■ What the exercise asks ■
Whenever the word "their" appears in a line of the data below, copy that line.
>>>
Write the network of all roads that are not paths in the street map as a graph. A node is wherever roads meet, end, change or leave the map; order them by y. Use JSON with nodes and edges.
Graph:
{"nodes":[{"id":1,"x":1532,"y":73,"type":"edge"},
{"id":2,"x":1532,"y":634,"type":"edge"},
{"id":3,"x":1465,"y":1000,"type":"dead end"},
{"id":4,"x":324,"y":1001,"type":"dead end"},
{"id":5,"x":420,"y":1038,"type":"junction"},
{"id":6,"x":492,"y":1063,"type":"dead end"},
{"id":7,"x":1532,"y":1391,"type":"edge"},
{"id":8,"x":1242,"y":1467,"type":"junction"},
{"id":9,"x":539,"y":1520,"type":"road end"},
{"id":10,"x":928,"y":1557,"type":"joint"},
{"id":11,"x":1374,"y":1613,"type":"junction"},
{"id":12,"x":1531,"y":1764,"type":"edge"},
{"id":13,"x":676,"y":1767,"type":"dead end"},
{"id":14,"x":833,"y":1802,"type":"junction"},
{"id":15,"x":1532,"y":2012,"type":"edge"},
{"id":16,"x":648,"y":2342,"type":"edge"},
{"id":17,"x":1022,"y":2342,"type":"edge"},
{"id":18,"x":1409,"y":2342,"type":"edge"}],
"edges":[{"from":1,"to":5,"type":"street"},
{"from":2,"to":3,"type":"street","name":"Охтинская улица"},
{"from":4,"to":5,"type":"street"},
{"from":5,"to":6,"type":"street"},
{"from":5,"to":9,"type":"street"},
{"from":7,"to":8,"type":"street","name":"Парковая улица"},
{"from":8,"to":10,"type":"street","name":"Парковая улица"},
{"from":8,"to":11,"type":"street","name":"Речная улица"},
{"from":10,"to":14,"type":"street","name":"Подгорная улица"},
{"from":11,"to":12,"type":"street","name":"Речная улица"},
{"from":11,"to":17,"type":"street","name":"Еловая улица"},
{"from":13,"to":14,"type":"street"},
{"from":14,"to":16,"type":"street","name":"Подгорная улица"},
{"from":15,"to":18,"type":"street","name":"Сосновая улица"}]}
<<<
>>>
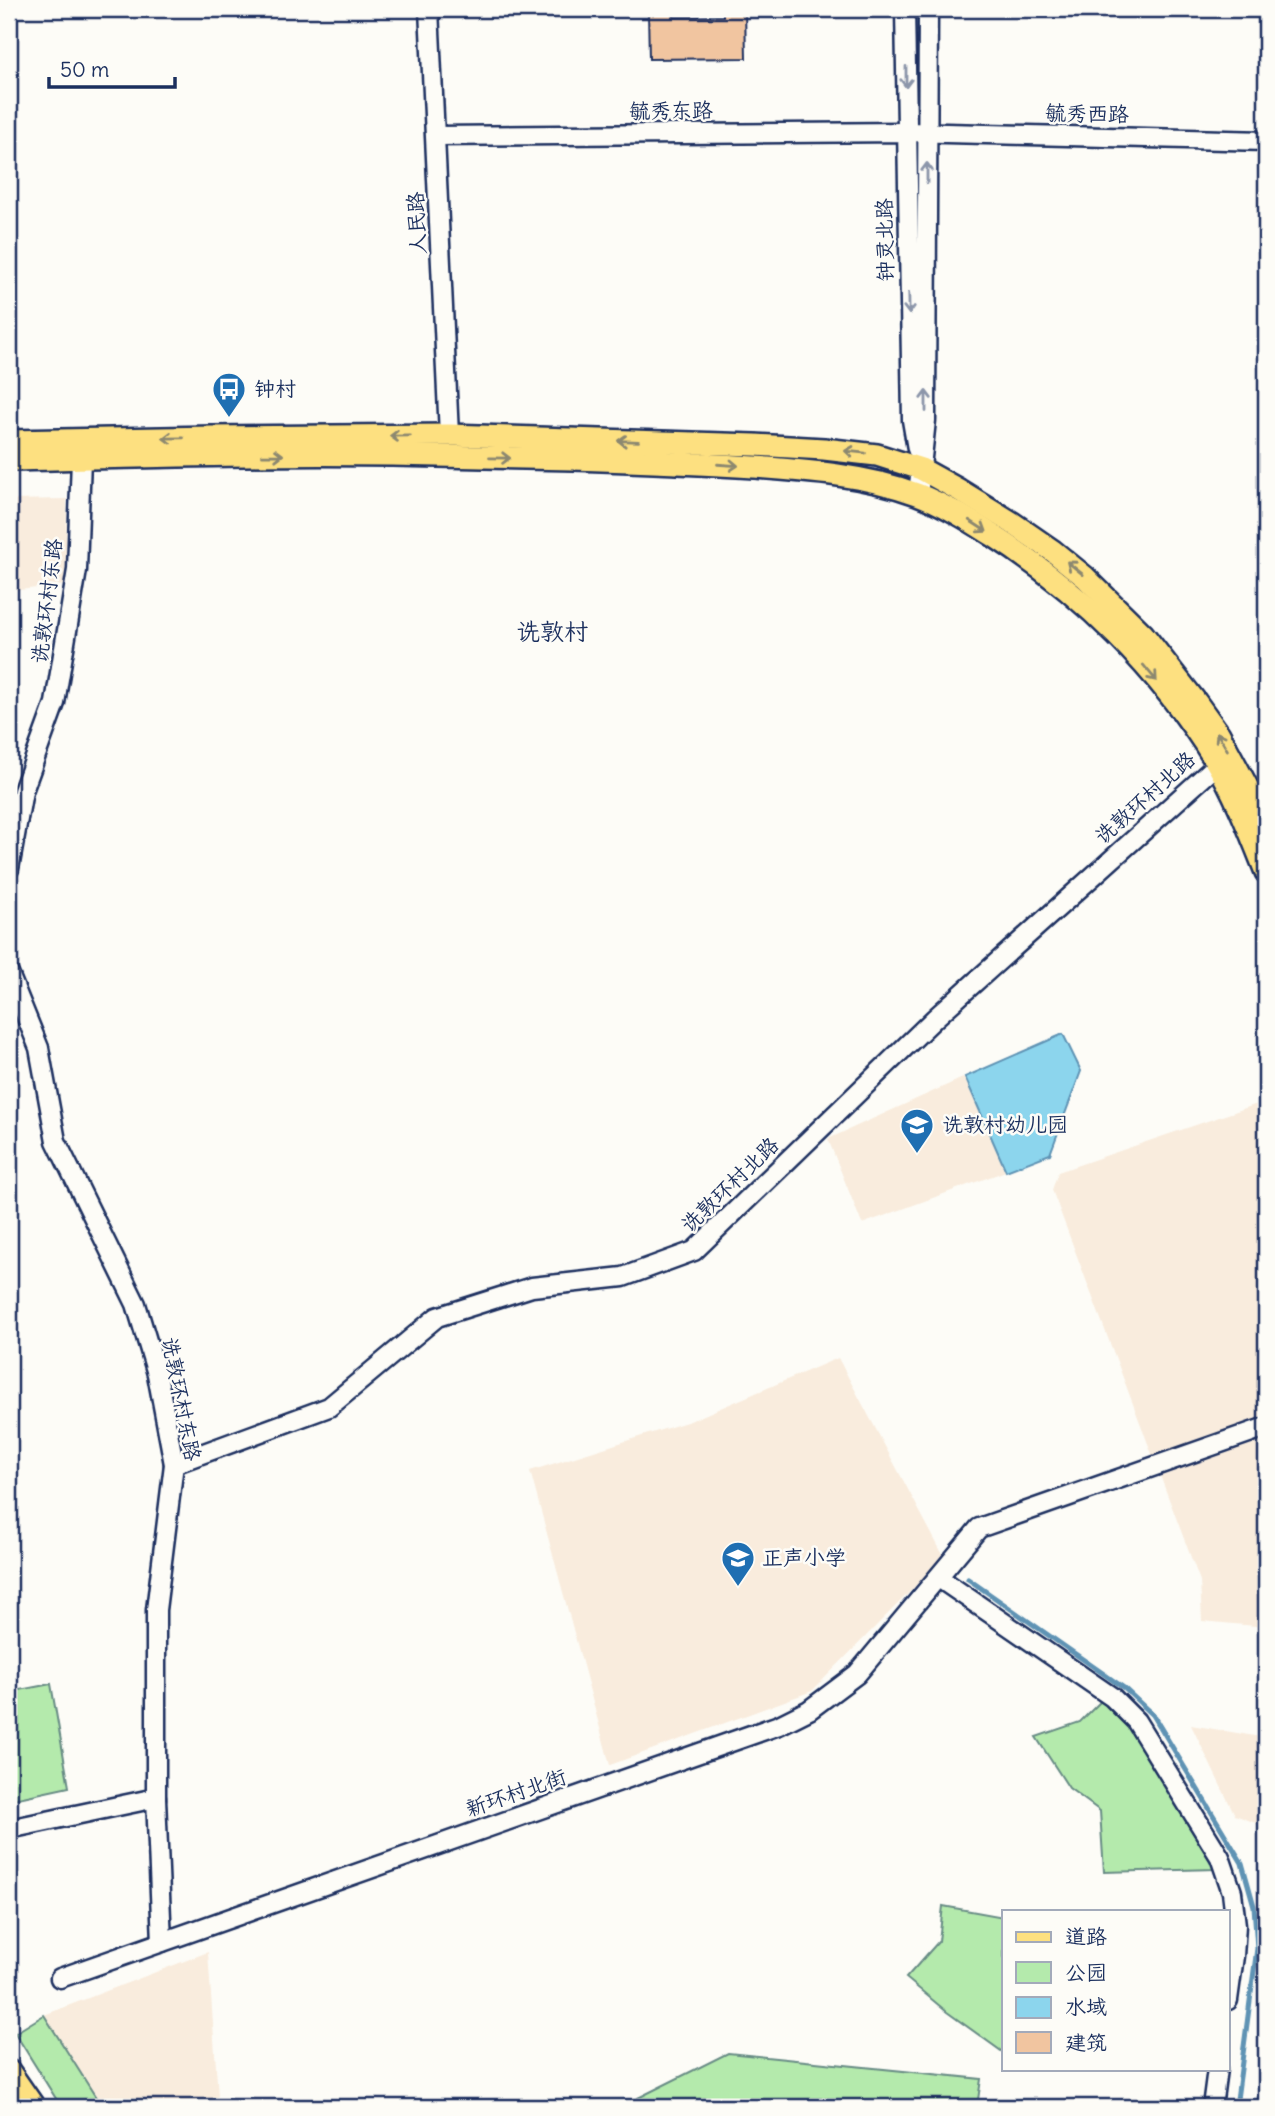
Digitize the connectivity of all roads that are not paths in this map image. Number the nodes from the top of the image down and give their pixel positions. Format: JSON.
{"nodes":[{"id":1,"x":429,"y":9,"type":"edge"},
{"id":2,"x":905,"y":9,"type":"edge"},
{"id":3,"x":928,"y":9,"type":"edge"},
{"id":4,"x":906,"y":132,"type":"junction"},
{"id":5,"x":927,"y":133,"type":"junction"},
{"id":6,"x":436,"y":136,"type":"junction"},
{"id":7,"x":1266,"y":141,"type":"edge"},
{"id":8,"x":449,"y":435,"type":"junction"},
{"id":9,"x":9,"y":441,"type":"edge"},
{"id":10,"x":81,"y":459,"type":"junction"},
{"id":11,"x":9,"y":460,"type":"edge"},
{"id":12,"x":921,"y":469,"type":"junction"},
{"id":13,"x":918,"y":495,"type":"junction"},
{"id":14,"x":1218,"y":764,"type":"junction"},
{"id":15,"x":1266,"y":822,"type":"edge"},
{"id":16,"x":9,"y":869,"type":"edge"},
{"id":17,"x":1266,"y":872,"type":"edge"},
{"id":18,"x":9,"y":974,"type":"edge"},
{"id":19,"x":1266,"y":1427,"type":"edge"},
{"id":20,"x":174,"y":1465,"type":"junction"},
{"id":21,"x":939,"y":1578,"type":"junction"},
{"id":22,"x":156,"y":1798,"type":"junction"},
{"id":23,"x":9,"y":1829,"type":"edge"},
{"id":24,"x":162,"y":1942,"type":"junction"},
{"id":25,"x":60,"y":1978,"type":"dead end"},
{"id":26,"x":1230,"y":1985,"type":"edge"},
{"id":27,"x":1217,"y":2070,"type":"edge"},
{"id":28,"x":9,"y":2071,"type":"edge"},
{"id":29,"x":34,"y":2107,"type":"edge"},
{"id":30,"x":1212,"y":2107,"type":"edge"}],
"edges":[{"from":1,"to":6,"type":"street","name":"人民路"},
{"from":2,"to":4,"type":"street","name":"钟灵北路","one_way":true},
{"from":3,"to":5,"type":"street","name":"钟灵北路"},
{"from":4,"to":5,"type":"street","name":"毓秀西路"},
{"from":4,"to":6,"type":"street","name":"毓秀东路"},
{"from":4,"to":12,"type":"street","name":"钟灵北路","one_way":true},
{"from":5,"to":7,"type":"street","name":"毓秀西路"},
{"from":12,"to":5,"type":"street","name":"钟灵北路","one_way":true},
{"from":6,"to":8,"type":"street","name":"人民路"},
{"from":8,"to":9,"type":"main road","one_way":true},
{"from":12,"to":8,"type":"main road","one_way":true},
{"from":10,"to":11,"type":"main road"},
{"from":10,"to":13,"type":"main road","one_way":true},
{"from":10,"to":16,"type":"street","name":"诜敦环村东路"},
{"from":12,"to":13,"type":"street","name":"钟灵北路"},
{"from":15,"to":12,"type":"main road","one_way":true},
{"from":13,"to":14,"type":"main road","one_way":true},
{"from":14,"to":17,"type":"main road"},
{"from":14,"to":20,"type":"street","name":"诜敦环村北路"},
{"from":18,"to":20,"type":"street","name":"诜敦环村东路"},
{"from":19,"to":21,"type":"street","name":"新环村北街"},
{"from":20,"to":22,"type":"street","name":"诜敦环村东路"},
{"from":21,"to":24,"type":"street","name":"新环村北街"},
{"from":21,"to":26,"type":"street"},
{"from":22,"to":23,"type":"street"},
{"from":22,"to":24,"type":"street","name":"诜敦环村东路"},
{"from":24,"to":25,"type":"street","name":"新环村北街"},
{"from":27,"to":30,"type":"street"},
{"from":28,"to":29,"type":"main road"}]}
<<<
>>>
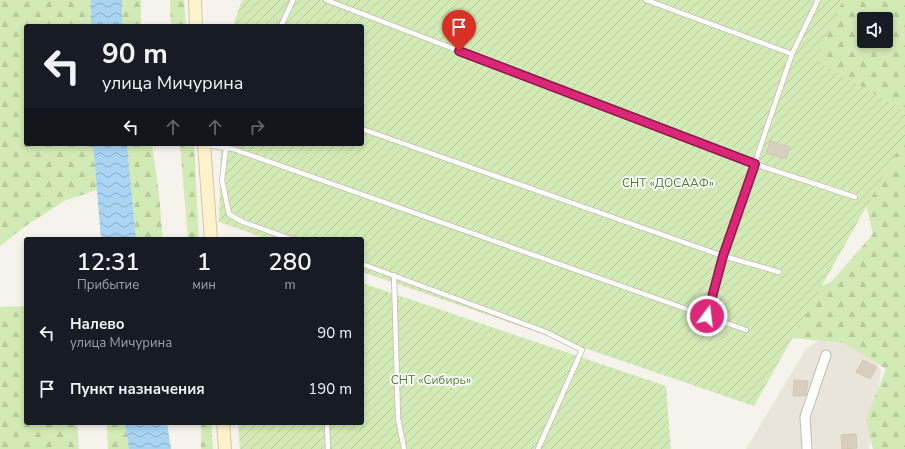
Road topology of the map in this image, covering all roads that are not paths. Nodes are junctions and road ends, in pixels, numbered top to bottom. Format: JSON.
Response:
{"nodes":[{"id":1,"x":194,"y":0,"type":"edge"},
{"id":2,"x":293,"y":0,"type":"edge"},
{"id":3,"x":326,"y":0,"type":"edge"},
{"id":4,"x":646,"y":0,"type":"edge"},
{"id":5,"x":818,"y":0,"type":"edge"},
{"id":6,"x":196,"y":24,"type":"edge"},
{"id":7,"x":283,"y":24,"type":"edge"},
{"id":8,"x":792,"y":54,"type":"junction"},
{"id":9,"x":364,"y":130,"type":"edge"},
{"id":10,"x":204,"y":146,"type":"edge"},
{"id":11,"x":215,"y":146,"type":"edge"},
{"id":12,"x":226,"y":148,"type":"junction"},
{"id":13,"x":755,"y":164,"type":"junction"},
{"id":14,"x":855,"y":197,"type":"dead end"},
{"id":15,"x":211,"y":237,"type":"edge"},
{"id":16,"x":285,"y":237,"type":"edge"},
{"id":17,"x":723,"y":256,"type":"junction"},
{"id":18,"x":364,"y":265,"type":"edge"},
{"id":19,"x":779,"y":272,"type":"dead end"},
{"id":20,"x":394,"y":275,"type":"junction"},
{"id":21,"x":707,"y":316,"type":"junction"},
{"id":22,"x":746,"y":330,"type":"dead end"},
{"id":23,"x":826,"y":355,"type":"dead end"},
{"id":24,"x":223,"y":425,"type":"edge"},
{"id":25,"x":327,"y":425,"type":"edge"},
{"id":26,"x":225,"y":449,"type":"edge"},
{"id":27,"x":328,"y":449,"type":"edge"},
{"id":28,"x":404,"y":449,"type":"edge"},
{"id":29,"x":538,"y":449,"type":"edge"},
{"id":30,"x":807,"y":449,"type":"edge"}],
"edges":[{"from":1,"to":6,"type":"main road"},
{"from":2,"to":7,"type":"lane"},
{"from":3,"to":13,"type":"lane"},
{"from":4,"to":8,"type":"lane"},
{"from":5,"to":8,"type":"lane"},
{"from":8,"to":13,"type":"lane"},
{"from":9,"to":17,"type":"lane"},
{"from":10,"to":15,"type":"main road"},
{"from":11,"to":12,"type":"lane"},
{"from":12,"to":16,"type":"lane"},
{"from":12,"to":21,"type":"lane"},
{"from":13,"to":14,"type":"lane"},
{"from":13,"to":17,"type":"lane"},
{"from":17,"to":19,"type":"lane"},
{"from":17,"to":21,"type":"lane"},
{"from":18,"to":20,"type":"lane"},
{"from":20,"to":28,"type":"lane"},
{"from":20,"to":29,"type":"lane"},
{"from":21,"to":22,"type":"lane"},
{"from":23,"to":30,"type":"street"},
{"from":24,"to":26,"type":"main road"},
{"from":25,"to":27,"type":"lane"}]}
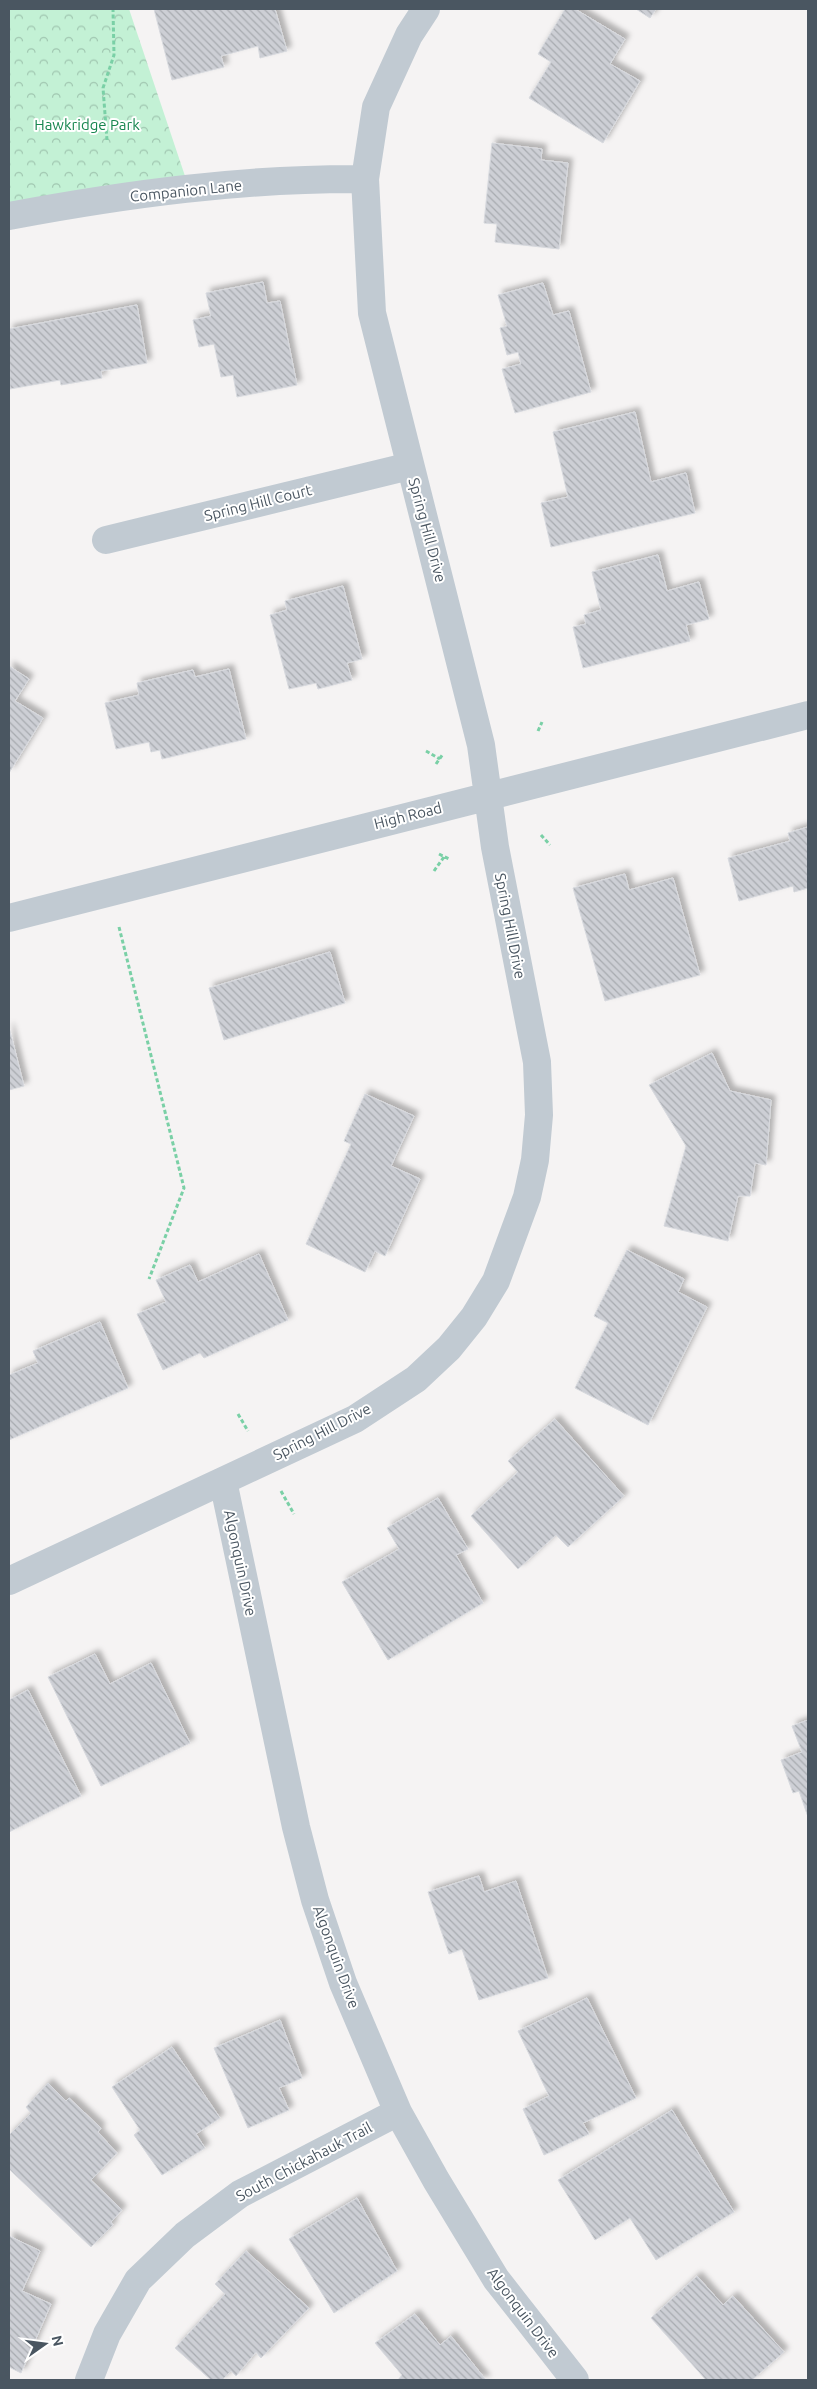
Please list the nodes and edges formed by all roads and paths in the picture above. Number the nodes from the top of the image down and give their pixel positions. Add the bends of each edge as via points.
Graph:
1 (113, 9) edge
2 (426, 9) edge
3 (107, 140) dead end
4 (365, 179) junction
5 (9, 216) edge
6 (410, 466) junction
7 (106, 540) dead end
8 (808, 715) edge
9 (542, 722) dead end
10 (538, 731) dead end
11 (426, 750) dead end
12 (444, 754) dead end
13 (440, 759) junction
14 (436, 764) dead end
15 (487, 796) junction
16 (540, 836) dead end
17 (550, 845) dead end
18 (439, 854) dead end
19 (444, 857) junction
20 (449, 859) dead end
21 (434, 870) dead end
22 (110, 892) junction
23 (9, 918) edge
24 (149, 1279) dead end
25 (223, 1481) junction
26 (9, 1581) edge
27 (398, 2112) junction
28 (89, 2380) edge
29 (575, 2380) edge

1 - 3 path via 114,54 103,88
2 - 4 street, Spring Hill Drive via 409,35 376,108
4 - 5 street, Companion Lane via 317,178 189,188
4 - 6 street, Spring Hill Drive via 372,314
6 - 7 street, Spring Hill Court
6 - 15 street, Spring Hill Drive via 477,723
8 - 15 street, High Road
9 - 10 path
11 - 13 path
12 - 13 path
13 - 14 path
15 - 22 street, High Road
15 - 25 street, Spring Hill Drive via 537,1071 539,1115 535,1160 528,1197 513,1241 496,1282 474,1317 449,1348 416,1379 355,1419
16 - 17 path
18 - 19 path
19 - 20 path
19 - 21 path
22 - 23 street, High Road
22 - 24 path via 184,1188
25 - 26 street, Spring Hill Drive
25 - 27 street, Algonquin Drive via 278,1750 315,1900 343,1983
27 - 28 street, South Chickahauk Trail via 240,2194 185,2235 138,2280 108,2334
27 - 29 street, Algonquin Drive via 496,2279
<<<
■ Expected answer ■
Digitize the connectivity of all roads that are not paths in this map image. Number the nodes from the top of the image down and give their pixel positions. Format: JSON.
Please list the nodes and edges formed by all roads and paths in the picture above. Number the nodes from the top of the image down and give their pixel positions. Add the bends of each edge as via points.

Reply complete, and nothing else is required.